PDF tools are not limited to what they can do, so some PDF editors do export to MS Word format. I am sure in the future, there will be more and more universal PDF tools that do it all.

>”My point, and I do have one, is that Soft-Xpansion Perfect PDF 9 Editor seems to scrutinize the internal coding structures, and miss the human-interpretable presentation.”

It doesn’t matter what it might “seems like” they are doing; that is something you evolved in your head. What is important is what they claim to do and what they actually do. They do not claim to attempt generating formatted text; merely export the text characters found. And every case I have tried that is exactly what they have done.

They are not scrutinizing the internal coding structure to produce a human interpretable presentation but miss. They are merely collecting the text characters found in the original, and dropping the rest. That’s what “export to text” means in its simplest form. Therefore, they are not missing something they are not trying to do in the first place. It is you who has evolved the thought in your mind that they are attempted to create a formatted output, similar to what a conversation to MS Word would look like, only that it would be plain characters. They absolutely have stated that they are not doing that.

>”Who knows, maybe the PDF I started with has a code between words, and Soft-Xpansion honored that … it does not matter, really.”

No, Perfect PDF 9 is simply writing out the characters found in the source.

>”Who knows”

Rather than continuing to guess, look at your source with a hex editor and see what is there. If you want to paste your hex codes found into a comment, that should work. If you use a hex display that shows the actual characters plus the hex values, it isn’t going to work. Paste only the representation of the hex values (simple ASCII text).

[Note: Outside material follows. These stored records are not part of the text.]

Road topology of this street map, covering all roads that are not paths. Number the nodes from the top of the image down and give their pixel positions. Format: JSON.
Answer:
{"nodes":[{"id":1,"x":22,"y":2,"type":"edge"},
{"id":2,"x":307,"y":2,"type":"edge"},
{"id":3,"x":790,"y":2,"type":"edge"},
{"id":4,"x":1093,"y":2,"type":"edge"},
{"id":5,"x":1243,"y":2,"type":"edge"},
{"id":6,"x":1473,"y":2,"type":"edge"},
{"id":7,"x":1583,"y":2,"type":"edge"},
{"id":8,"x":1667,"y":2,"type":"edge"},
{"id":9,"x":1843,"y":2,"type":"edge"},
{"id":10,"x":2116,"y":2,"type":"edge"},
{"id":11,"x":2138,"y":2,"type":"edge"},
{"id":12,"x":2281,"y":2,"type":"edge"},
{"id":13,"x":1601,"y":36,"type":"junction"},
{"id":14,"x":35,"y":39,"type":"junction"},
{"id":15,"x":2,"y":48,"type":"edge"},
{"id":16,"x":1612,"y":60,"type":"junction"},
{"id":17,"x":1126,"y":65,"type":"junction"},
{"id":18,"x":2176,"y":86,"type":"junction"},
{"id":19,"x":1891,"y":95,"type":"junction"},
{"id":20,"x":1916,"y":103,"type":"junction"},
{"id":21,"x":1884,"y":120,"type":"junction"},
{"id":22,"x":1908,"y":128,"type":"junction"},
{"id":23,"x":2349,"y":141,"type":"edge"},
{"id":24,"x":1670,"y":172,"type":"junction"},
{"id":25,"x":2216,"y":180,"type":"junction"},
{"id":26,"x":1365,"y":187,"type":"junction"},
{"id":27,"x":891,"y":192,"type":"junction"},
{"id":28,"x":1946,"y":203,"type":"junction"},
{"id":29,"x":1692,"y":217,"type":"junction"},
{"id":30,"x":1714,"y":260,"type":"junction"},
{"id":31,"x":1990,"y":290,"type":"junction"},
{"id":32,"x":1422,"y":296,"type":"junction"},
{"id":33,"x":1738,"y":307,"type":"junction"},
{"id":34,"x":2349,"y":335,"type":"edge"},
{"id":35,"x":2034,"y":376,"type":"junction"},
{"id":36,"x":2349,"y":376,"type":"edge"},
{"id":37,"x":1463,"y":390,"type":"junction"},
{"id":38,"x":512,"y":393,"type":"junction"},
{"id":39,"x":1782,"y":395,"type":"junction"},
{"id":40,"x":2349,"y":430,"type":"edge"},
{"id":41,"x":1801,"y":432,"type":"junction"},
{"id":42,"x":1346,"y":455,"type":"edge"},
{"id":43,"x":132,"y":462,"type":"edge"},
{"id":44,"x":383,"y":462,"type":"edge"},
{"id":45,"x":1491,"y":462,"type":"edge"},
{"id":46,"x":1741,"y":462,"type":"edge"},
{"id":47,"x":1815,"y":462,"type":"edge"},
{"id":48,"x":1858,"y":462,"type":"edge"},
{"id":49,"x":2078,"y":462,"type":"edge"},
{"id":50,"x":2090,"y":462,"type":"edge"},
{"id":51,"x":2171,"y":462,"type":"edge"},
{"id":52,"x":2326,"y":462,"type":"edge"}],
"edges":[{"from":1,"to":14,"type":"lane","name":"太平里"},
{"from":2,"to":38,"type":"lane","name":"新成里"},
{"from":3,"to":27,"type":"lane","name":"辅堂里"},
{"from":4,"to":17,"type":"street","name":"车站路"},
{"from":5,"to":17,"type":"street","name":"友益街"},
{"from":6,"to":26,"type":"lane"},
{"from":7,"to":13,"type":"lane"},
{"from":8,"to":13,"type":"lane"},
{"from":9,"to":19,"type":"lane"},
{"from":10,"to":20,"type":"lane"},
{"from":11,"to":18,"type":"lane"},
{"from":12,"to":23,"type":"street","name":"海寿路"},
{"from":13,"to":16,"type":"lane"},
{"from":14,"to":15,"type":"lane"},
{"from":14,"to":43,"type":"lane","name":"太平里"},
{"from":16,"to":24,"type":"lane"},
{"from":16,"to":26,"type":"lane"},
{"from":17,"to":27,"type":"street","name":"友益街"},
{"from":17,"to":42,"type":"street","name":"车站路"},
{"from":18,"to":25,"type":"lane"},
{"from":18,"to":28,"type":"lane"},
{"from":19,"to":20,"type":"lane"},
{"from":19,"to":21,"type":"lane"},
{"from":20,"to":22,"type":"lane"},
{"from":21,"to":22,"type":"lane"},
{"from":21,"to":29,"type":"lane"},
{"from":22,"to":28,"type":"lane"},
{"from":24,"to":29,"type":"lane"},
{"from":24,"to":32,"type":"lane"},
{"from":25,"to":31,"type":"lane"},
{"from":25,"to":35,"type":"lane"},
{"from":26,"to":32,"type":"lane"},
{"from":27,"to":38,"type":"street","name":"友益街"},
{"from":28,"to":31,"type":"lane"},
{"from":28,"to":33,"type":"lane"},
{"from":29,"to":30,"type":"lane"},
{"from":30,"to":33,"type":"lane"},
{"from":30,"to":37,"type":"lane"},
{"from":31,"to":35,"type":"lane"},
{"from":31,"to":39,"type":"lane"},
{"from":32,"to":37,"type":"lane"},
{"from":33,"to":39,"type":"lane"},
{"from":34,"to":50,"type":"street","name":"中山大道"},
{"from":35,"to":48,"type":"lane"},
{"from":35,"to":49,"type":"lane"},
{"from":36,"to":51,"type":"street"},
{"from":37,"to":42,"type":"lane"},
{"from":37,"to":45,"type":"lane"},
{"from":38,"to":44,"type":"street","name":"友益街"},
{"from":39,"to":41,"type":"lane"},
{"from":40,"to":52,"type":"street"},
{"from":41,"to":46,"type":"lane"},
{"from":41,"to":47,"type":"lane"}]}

I don’t know why you based your entire claim on exporting one PDF file when you have plenty of other PDFs to see if they all do the same. Anyone claiming to be a “computer tech” would have done that instantly instead of blaming a company and their product that has been around for years. It would be bad enough to come up with such an untested theory without saying anything publically. To put out there so everyone can see speaks volumes.